Look over the lines below. Report each one that includes the string "Jalan".

##### Data provided

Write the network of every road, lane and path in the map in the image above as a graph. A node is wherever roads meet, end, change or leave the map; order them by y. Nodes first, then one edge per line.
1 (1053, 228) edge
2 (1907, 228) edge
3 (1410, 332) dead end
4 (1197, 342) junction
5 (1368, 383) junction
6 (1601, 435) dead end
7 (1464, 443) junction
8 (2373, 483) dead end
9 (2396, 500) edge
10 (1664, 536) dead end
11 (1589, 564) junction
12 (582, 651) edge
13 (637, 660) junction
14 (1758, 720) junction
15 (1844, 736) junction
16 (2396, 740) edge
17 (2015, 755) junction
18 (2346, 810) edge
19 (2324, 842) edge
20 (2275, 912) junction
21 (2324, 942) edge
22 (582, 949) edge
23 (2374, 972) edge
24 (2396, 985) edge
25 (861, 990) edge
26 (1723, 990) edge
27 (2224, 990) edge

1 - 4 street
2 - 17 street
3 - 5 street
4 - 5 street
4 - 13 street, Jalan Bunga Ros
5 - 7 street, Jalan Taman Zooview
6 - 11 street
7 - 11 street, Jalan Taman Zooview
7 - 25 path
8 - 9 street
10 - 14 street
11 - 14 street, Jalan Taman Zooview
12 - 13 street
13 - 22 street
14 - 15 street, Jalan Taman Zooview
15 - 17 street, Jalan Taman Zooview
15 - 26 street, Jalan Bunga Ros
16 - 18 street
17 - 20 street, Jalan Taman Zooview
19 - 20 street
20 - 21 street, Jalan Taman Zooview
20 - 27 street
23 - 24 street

##########

# [Response to this exercise]
4 - 13 street, Jalan Bunga Ros
5 - 7 street, Jalan Taman Zooview
7 - 11 street, Jalan Taman Zooview
11 - 14 street, Jalan Taman Zooview
14 - 15 street, Jalan Taman Zooview
15 - 17 street, Jalan Taman Zooview
15 - 26 street, Jalan Bunga Ros
17 - 20 street, Jalan Taman Zooview
20 - 21 street, Jalan Taman Zooview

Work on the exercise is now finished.